紅印娘十分謹慎,要求羅曉飛現場演練了五行拳,且沒有給六申印的全部篇章,最後兩式六方印和冥蛇印沒有給,隻說那是融合劍法的招數,既然羅曉飛使刀,那就沒有學的必要。
對于她這種小家子氣的行爲,羅曉飛都不知道該說什麽了,既然自己學不了,她就更不應該隐藏,交出來多換點籌碼難道不好嗎?
“林英,去取紙筆來,我要将六申印的招式寫下,别忘了多拿一支筆給柴正,讓他寫下五行拳的運氣法門。”紅英娘道。
林英領命,去書房取了紙筆,還不忘拖出個桌子,就這麽橫在羅曉飛和紅印娘中間,說道“你們可以寫了。”
羅曉飛健筆如飛,很快寫下五行拳運氣法門,而紅印娘寫得更快,早已将六申印前三篇寫出,二人互換了紙張,這交易算是完成了。
紅印娘道“還有定身咒呢?爲何沒有寫在上面?”
“忘了告訴你,那個隻是單純的咒術,我還是演示給你看吧。”羅曉飛當即以林英爲目标,一步步演示定身咒的手印,又花了足足半個時辰才教會她。
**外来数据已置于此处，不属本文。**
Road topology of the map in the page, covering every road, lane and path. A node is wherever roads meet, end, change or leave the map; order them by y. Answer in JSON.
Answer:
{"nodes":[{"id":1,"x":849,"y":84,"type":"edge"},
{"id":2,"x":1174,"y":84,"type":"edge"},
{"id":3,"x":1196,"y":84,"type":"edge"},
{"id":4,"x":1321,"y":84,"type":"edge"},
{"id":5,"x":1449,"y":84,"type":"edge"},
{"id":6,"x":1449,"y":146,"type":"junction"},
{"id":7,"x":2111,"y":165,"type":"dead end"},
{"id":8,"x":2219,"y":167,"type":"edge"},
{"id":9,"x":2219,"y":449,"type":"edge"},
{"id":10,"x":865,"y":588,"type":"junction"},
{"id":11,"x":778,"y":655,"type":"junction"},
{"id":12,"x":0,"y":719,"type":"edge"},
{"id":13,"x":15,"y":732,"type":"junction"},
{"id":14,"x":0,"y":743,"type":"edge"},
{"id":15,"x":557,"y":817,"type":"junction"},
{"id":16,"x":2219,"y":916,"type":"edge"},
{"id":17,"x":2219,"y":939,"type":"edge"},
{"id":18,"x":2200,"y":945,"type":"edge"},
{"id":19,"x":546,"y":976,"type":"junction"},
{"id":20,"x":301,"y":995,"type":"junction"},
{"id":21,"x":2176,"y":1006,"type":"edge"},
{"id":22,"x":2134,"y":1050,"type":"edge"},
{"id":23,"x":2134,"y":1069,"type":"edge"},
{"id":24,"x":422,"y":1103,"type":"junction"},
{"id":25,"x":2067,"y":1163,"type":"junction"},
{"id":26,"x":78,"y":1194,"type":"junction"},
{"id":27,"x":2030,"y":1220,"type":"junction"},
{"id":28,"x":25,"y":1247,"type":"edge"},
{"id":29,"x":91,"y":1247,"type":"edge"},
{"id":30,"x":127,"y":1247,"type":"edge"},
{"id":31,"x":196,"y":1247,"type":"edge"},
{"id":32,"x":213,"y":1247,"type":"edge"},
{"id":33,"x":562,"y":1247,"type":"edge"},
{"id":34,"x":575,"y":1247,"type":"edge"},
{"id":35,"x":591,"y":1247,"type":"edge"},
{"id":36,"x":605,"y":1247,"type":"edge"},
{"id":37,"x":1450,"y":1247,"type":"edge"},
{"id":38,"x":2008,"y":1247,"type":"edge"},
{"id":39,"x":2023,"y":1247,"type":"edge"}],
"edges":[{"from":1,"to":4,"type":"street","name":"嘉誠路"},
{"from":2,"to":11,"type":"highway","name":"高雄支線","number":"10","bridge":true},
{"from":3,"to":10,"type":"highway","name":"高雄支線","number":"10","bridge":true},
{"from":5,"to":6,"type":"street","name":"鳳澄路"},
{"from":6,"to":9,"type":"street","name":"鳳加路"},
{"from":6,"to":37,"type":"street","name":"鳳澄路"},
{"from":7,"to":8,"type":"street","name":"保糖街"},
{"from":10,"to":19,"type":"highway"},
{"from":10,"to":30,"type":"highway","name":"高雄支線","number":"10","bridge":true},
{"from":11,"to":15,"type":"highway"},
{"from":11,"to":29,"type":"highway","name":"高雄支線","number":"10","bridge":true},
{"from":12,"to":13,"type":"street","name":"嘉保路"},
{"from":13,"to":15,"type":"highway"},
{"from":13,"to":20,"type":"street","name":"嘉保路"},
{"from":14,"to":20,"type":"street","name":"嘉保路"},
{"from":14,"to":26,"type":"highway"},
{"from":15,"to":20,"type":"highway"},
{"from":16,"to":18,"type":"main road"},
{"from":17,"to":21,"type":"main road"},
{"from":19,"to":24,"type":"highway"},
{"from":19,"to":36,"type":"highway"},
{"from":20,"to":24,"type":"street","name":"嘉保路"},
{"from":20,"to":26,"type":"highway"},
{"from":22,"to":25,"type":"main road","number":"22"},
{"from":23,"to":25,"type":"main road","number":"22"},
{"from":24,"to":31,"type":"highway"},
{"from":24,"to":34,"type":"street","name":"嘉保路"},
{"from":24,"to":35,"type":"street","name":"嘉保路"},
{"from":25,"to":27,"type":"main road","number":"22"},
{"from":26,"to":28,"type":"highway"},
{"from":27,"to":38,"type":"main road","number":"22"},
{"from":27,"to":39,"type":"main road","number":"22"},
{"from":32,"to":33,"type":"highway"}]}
紅印娘同樣以林英爲施術對象,果真可以定住人,但她發現自個兒也動不了,皺眉道“這術法施展的時候自己不能移動?”
“額……就是這樣。”
羅曉飛快速看過六申印的秘籍,将它們全部記住,這才解釋道“定身咒有三大約束,其一不能定住移動太快之人;其二不能定住比自身力量強大之人;其三,自身施展術法的時候不能移動,且施術後會受到反噬。”
紅印娘不解道“反噬?你是指什麽?”
“你不妨解除定身咒,到時便知反噬到底是什麽了。”
紅印娘撤去手印,林英頓時輕松了許多,說起來她也是夠倒黴的,在這兒好端端的,結果成了羅曉飛和紅印娘的試驗品。
“怎麽沒有反噬?”紅印娘準備了半天,一直在原地等着反噬,結果什麽都沒發生。
羅曉飛歎了口氣,解釋道“所謂反噬,就是說你在解除定身咒之後,自身依舊會被定住不能動彈,要等一段時間才能解除。”剛才紅印娘待在原地等得太久,術法反噬都過了,所以她才什麽都感覺不到。
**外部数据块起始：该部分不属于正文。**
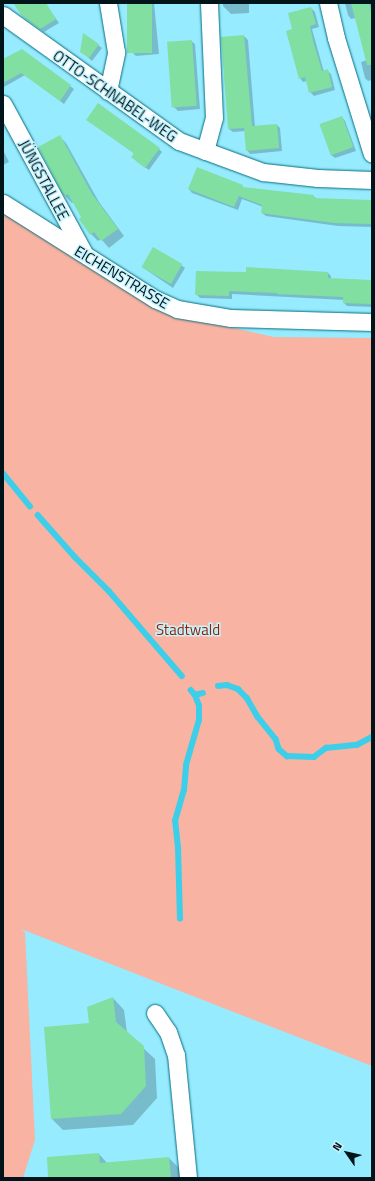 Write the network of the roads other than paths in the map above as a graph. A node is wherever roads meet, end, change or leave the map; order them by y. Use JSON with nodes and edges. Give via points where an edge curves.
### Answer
{"nodes":[{"id":1,"x":108,"y":3,"type":"edge"},
{"id":2,"x":209,"y":3,"type":"edge"},
{"id":3,"x":328,"y":3,"type":"edge"},
{"id":4,"x":4,"y":18,"type":"edge"},
{"id":5,"x":108,"y":91,"type":"junction"},
{"id":6,"x":3,"y":104,"type":"edge"},
{"id":7,"x":204,"y":151,"type":"junction"},
{"id":8,"x":372,"y":154,"type":"edge"},
{"id":9,"x":372,"y":180,"type":"edge"},
{"id":10,"x":3,"y":203,"type":"edge"},
{"id":11,"x":85,"y":255,"type":"junction"},
{"id":12,"x":372,"y":322,"type":"edge"},
{"id":13,"x":155,"y":1013,"type":"dead end"},
{"id":14,"x":188,"y":1178,"type":"edge"}],
"edges":[{"from":1,"to":5,"type":"street","via":[[116,52]]},
{"from":2,"to":7,"type":"street","via":[[214,118]]},
{"from":3,"to":8,"type":"street","via":[[336,38]]},
{"from":4,"to":5,"type":"street","name":"OTTO-SCHNABEL-WEG"},
{"from":5,"to":7,"type":"street","name":"OTTO-SCHNABEL-WEG","via":[[179,141]]},
{"from":6,"to":11,"type":"street","name":"JÜNGSTALLEE"},
{"from":7,"to":9,"type":"street","name":"OTTO-SCHNABEL-WEG","via":[[263,172]]},
{"from":10,"to":11,"type":"street","name":"EICHENSTRASSE"},
{"from":11,"to":12,"type":"street","name":"EICHENSTRASSE","via":[[160,302],[188,312],[231,318]]},
{"from":13,"to":14,"type":"street","via":[[168,1032],[176,1055]]}]} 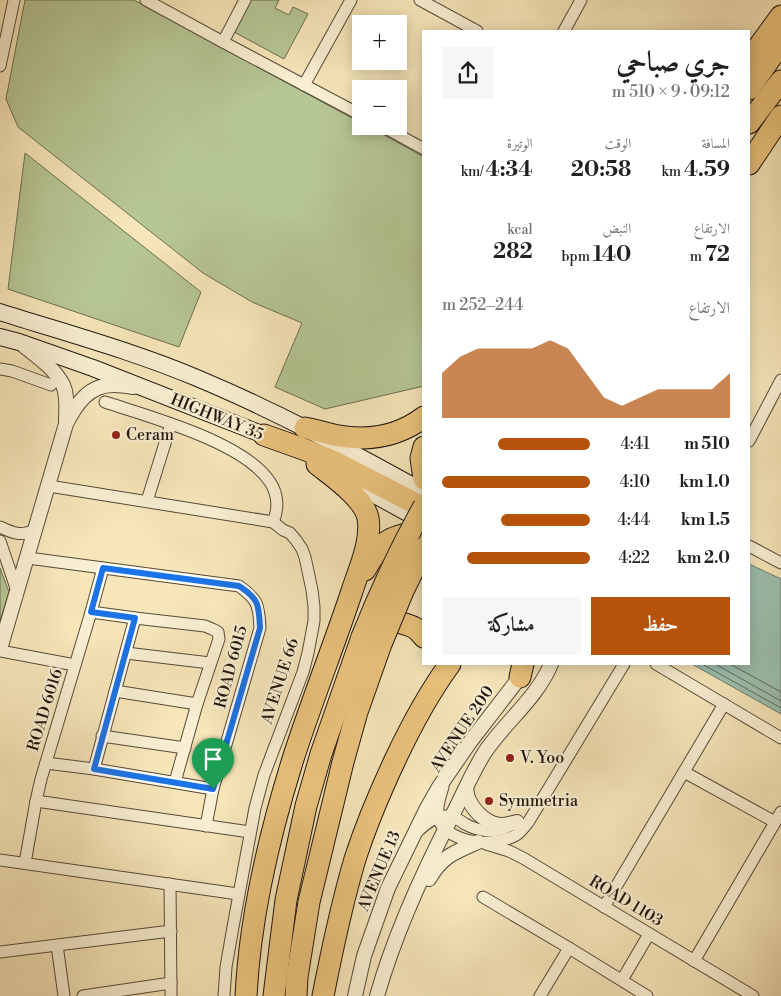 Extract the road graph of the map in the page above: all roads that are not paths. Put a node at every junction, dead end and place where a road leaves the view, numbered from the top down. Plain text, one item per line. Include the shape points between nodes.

“這……這術法竟然有這麽多約束?”紅印娘面色不太好,思索片刻道“不過也不算太糟糕,若是與人配合,能定住一會便能決定勝負,用來偷襲暗殺十分不錯。”
羅曉飛算是同意了紅衣娘的觀點,可惜他一直沒找到好隊友,故而這定身咒他拿着用處不大。
“紅印娘,看在我們是同僚的份兒上,這定身咒我再給你一個忠告,千萬不要亂用,更加記着,絕對不能對比自身力量強大之人使用,切記!切記!否則會有殺身之禍!”
定身咒對念力要求不高,隻是約束苛刻,紅印娘可以輕松的學會,但她卻不了解内在的風險。
“是因爲約束的緣故?對力量強大之人使用又會如何?”
羅曉飛搖頭道“第一種移動約束和第三種反噬約束,這兩種是很難打破的;第二種約束卻很麻煩,對于力量強大之人,這術法可以奏效,能夠成功施展,但是你可能會死!”
紅印娘驚訝
道“會死?”
“定身咒乃是用念力捆住你和敵人,讓你們互相角力,這種捆綁絕不是繩索那麽簡單,而是深入到你們每一根經脈,每一絲血肉。如果對方力量強過你太多,他隻要蠻力掙脫,到時可能把你的五髒六腑拖得稀巴爛,全身經脈被拉斷,甚至腦漿都可能變成一團漿糊!”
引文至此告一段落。